WORK TO BE COMPLETED: Give all of the data below again exactly, and drop the images.

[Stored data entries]

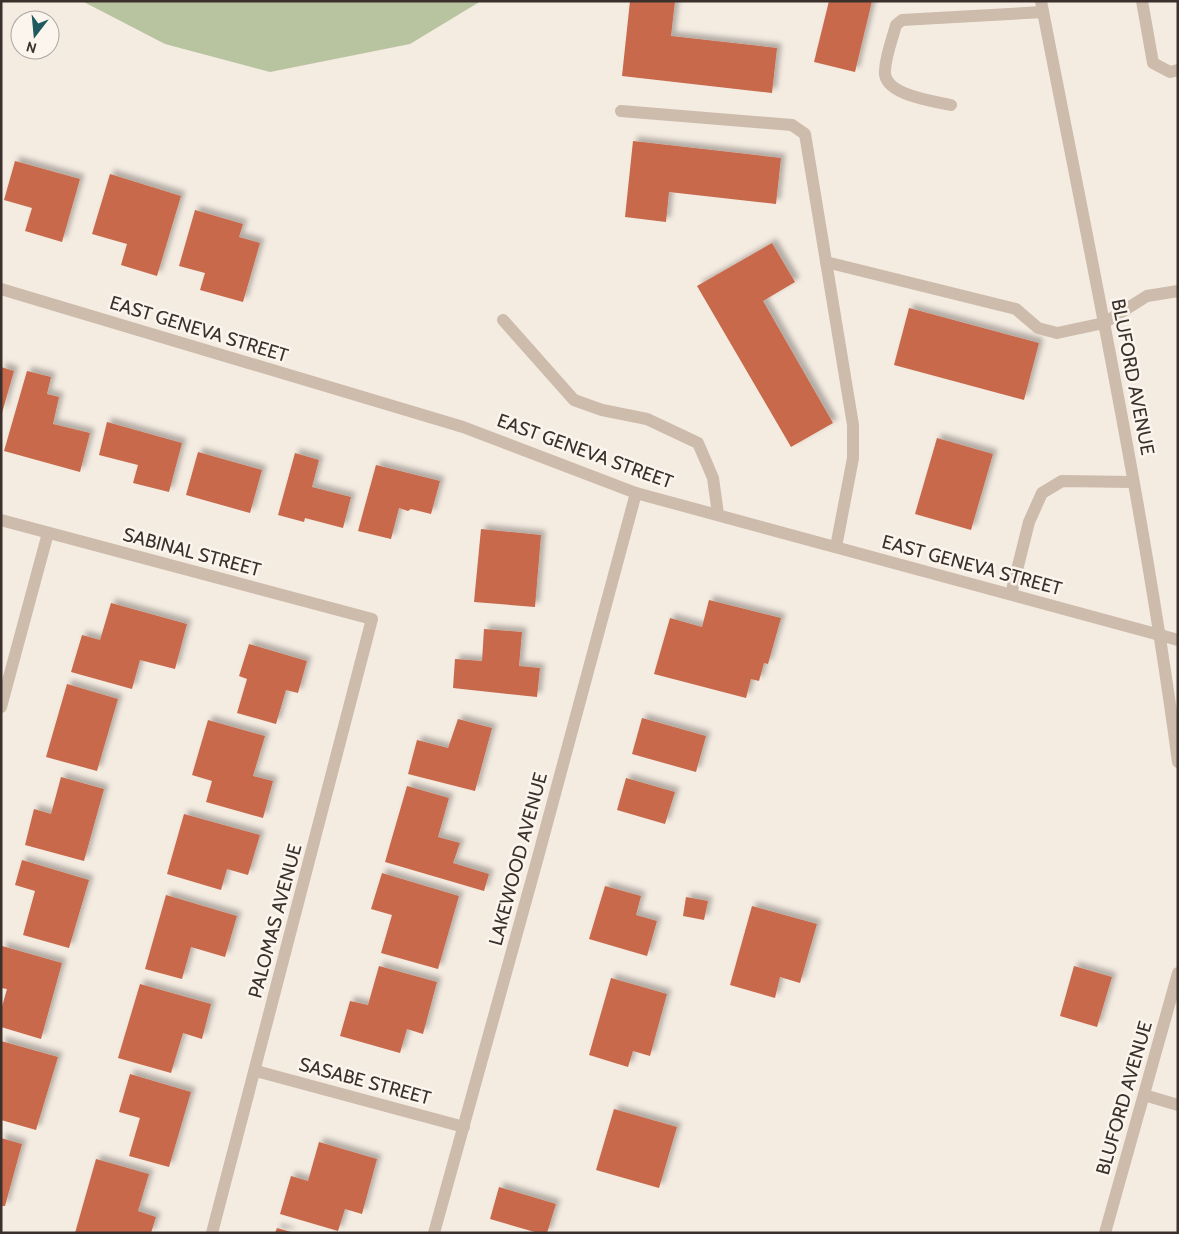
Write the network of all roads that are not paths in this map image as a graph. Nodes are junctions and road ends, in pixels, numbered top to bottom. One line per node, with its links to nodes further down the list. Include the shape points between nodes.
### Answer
1 (1142, 1): 3 (street, via 1153,63 1170,72)
2 (1042, 6): 4 (street, via 902,20 896,25 884,72 888,84 903,93); 10 (street, BLUFORD AVENUE)
3 (1178, 70)
4 (951, 105)
5 (620, 111): 6 (street, via 792,125 805,134)
6 (826, 262): 10 (street, via 1016,309 1038,328 1058,332); 16 (street, via 853,425 853,458)
7 (1, 289): 12 (street, EAST GENEVA STREET, via 463,427)
8 (1178, 291): 10 (street, via 1147,296)
9 (503, 320): 13 (street, via 574,400 602,410 647,418 698,443 713,478)
10 (1104, 323): 11 (street, BLUFORD AVENUE)
11 (1133, 482): 17 (street, via 1062,481 1042,493 1029,522); 19 (street, BLUFORD AVENUE)
12 (636, 493): 13 (street, EAST GENEVA STREET); 27 (street, LAKEWOOD AVENUE)
13 (718, 514): 16 (street, EAST GENEVA STREET)
14 (1, 520): 15 (street, SABINAL STREET)
15 (48, 533): 18 (street, SABINAL STREET); 21 (street)
16 (836, 547): 17 (street, EAST GENEVA STREET)
17 (1011, 594): 19 (street, EAST GENEVA STREET)
18 (372, 619): 24 (street, PALOMAS AVENUE)
19 (1161, 636): 20 (street, EAST GENEVA STREET); 22 (street, BLUFORD AVENUE)
20 (1178, 640)
21 (1, 707)
22 (1178, 762)
23 (1178, 973): 25 (street, BLUFORD AVENUE)
24 (256, 1071): 27 (street, SASABE STREET); 28 (street, PALOMAS AVENUE)
25 (1144, 1095): 26 (street); 30 (street, BLUFORD AVENUE)
26 (1178, 1105)
27 (464, 1127): 29 (street, LAKEWOOD AVENUE)
28 (212, 1233)
29 (434, 1233)
30 (1105, 1233)

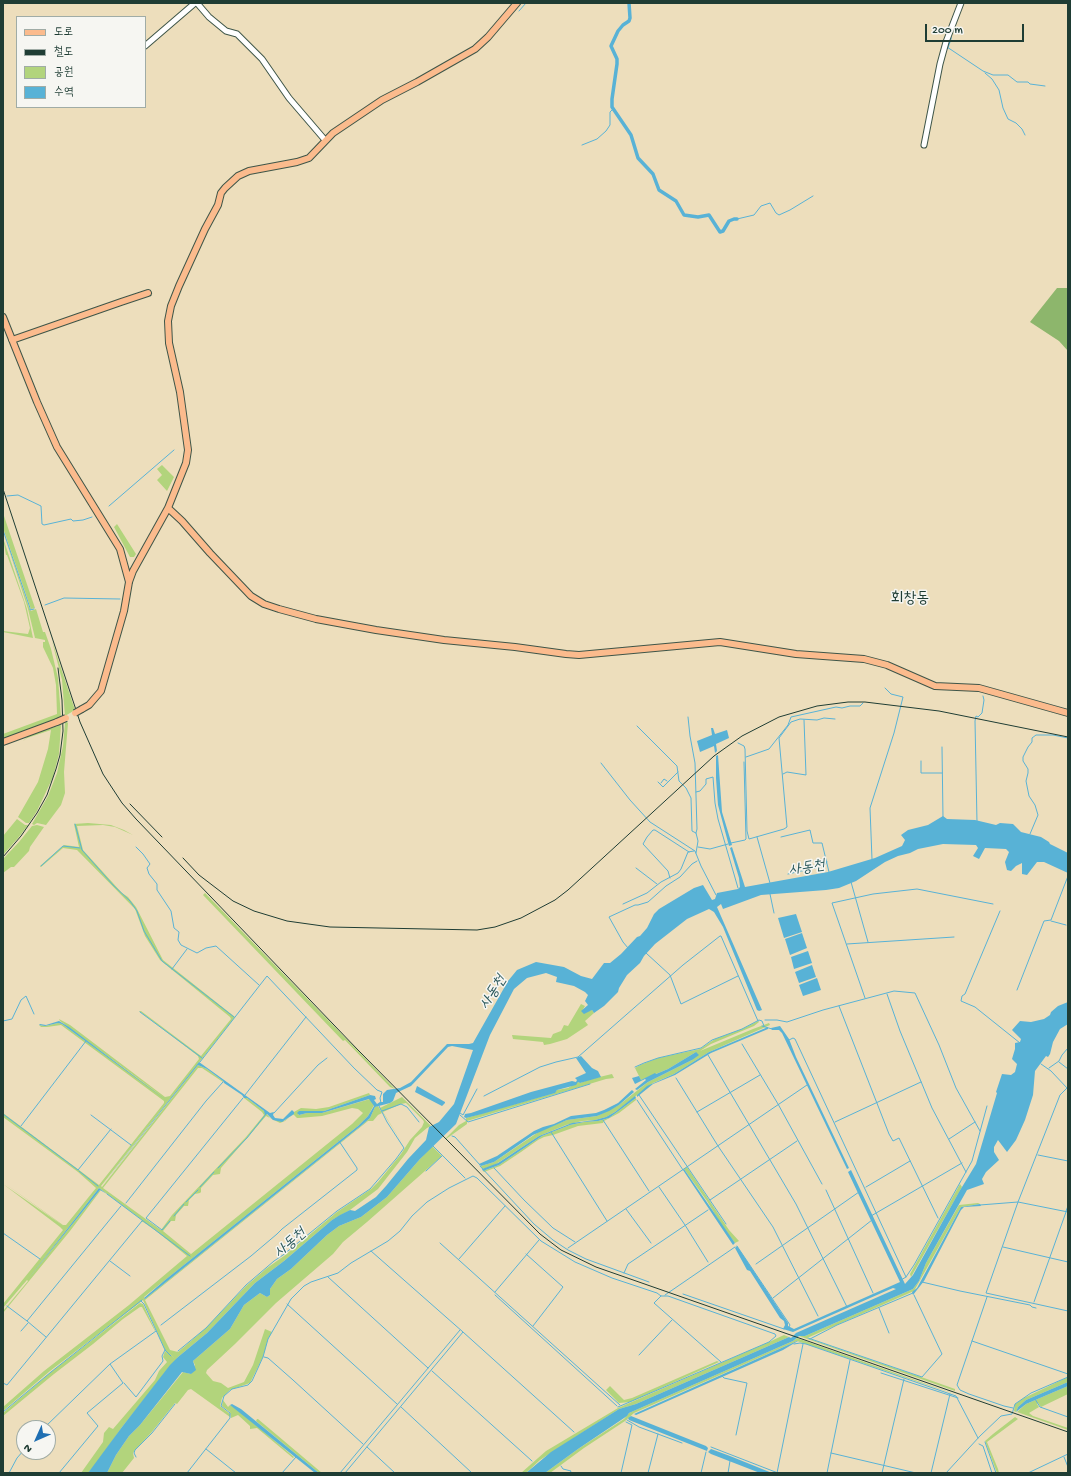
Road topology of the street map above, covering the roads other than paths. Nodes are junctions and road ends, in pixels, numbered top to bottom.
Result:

RESULT:
Write the network of all roads that are not paths in this map image as a graph. Nodes are junctions and road ends, in pixels, numbered top to bottom. One line per node, with its links to nodes further down the list. Include the shape points between nodes.
### Answer
1 (1142, 1): 3 (street, via 1153,63 1170,72)
2 (1042, 6): 4 (street, via 902,20 896,25 884,72 888,84 903,93); 10 (street, BLUFORD AVENUE)
3 (1178, 70)
4 (951, 105)
5 (620, 111): 6 (street, via 792,125 805,134)
6 (826, 262): 10 (street, via 1016,309 1038,328 1058,332); 16 (street, via 853,425 853,458)
7 (1, 289): 12 (street, EAST GENEVA STREET, via 463,427)
8 (1178, 291): 10 (street, via 1147,296)
9 (503, 320): 13 (street, via 574,400 602,410 647,418 698,443 713,478)
10 (1104, 323): 11 (street, BLUFORD AVENUE)
11 (1133, 482): 17 (street, via 1062,481 1042,493 1029,522); 19 (street, BLUFORD AVENUE)
12 (636, 493): 13 (street, EAST GENEVA STREET); 27 (street, LAKEWOOD AVENUE)
13 (718, 514): 16 (street, EAST GENEVA STREET)
14 (1, 520): 15 (street, SABINAL STREET)
15 (48, 533): 18 (street, SABINAL STREET); 21 (street)
16 (836, 547): 17 (street, EAST GENEVA STREET)
17 (1011, 594): 19 (street, EAST GENEVA STREET)
18 (372, 619): 24 (street, PALOMAS AVENUE)
19 (1161, 636): 20 (street, EAST GENEVA STREET); 22 (street, BLUFORD AVENUE)
20 (1178, 640)
21 (1, 707)
22 (1178, 762)
23 (1178, 973): 25 (street, BLUFORD AVENUE)
24 (256, 1071): 27 (street, SASABE STREET); 28 (street, PALOMAS AVENUE)
25 (1144, 1095): 26 (street); 30 (street, BLUFORD AVENUE)
26 (1178, 1105)
27 (464, 1127): 29 (street, LAKEWOOD AVENUE)
28 (212, 1233)
29 (434, 1233)
30 (1105, 1233)

Road topology of the street map above, covering the roads other than paths. Nodes are junctions and road ends, in pixels, numbered top to bottom.
Result:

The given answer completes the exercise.